In Dieng, you can buy processed Vasconcellea pubescens fruit in syrup or get them fresh. The fruit does not seem to like heat, and turned soft rather quickly in the lowland heat. I actually didn't buy any, for I am always vary of anything papaya (they give me the runs). Luckily our good friend and local guide, Ary bought some and insisted we try. The aroma and acidity of the pulp would probably go well with yoghurt and ice-creams in the same way as passion fruit pulp does. It is an interesting  fruit that is not so commonly seen, especially in the warm tropics.

Cabe Gendot / Cabe Khas Dieng
Another Andean plant fruit that is grown and sold in Dieng is the cabe gendot or gendol. This chilli pepper is shaped like a jalapeno, but my oh my is it hot! Many people are confused and think that this chilli pepper is a Capsicum chinensis (aka habanero) type but cutting the fruit open provides you with the identity of this cabe gendot. Firstly, the flesh is thick, and secondly, the seeds are black! C. chinensis have thin flesh and yellow seeds. The only domesticated chilli pepper that is widely grown with black seeds and thick flesh is Capsicum pubescens Ruiz & Pav.
A lady bagging Capsicum pubescens for sale at Dieng. They tend to sell them green. At some stalls, you can pick the cabe gendot that you want, be it red or green. 
The black seeds and relatively thick flesh for a small chilli pepper is a dead giveaway of its identity.

Bite into the flesh of this chilli pepper, and you will notice a slight bitter taste similar to a green bell pepper. This is masked by the somewhat fruity taste of the chilli pepper (citrus-like to some people). Then the heat kicks in. They burn your lips and hands, especially if you handle the placenta and seeds. Getting the seeds out resulted in my hands having burning sensation that lasted till the next day! And you wouldn't want to know how it felt when the chilli pepper came out on the other end! 
A bunch of Capsicum pubescens tied with raffia string. The shape of the chilli peppers looks like a long rocoto chilli pepper.

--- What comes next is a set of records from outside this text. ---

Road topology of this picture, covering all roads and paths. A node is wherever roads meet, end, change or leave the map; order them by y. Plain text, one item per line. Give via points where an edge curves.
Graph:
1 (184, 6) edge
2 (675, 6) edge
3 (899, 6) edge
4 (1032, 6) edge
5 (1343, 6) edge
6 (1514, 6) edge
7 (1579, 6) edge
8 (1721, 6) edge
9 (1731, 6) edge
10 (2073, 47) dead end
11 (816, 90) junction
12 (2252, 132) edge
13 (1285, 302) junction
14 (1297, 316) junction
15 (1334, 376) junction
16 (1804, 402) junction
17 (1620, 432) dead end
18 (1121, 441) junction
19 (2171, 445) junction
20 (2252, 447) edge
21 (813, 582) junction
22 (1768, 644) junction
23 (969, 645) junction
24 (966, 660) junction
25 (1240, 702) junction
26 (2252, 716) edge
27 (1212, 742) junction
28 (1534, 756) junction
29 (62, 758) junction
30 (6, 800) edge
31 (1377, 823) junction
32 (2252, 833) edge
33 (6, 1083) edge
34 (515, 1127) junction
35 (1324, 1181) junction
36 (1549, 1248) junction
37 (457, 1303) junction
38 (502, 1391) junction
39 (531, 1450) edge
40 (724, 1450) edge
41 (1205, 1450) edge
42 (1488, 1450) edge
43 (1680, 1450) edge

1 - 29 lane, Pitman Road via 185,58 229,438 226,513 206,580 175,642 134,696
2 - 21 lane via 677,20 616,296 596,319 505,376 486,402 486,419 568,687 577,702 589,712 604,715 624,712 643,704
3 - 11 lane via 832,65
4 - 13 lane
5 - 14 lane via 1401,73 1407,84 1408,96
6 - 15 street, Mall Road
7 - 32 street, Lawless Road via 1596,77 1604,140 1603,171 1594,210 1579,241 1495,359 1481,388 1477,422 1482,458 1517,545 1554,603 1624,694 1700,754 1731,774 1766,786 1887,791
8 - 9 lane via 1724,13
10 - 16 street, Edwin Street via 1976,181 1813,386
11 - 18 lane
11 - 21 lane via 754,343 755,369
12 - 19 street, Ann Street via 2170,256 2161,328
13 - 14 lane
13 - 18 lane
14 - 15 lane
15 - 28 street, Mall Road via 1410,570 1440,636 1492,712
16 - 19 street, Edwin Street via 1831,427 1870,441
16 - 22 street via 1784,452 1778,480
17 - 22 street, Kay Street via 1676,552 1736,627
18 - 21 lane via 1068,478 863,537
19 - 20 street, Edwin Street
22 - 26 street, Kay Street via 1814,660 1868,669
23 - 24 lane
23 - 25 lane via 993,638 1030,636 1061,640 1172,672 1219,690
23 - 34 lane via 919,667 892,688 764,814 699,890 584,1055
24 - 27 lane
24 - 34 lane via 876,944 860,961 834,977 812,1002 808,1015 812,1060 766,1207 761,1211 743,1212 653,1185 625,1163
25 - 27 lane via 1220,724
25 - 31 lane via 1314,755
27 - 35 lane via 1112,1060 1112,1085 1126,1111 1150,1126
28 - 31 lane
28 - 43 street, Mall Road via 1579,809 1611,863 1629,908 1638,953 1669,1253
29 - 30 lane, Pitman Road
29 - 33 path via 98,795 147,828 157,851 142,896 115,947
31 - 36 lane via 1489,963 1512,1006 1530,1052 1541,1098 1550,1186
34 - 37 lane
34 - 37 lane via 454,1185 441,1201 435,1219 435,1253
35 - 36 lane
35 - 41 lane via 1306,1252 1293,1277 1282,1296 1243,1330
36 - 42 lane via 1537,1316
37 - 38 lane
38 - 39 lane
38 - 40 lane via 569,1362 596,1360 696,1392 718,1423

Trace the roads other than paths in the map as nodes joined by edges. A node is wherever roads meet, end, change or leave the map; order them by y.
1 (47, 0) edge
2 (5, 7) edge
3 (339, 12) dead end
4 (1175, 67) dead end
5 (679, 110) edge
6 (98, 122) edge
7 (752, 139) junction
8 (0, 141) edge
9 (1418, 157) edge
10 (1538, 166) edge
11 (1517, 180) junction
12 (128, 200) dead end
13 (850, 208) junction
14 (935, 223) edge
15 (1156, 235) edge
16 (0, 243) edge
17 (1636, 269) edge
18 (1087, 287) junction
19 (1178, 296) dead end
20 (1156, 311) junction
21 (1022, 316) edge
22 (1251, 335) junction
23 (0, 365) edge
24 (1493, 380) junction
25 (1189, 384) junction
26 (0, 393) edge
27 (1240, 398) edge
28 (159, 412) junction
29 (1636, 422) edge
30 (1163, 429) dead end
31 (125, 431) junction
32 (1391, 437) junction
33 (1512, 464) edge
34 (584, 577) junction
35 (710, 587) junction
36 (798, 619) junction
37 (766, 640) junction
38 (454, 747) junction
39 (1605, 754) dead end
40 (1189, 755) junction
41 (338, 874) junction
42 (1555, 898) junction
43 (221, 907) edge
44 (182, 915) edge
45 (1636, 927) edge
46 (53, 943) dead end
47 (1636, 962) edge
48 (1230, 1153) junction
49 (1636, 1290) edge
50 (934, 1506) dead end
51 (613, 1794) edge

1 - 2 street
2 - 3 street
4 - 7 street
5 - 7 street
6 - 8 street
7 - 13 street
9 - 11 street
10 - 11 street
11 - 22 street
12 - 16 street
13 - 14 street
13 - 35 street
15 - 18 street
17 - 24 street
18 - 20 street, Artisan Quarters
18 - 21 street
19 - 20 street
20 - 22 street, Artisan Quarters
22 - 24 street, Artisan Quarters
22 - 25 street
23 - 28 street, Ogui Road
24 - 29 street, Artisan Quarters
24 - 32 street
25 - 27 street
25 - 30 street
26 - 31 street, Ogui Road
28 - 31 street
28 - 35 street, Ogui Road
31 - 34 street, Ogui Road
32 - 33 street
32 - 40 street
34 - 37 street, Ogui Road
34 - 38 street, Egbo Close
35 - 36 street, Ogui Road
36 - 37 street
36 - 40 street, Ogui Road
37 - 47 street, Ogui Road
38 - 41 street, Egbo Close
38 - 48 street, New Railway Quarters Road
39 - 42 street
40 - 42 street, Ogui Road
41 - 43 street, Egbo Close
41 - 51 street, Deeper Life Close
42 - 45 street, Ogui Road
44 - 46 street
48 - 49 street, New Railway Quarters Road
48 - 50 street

The specific epithet pubescens means hairy as the leaves and plants are hairy. They have purple flowers and is regarded as one of the more primitive Capsicum species. The plants are known as tree chilli as the roots lignify rather quickly and they sometimes takes on a vining habit. Some examples of C. pubescens cultivars include Rocoto, Manzano and Canario.

So if you go to Dieng in Central Java, don't forget to try the Carica Dieng (shouldn't they call it Vasconcellea Dieng now?) and the cabe gendot Dieng.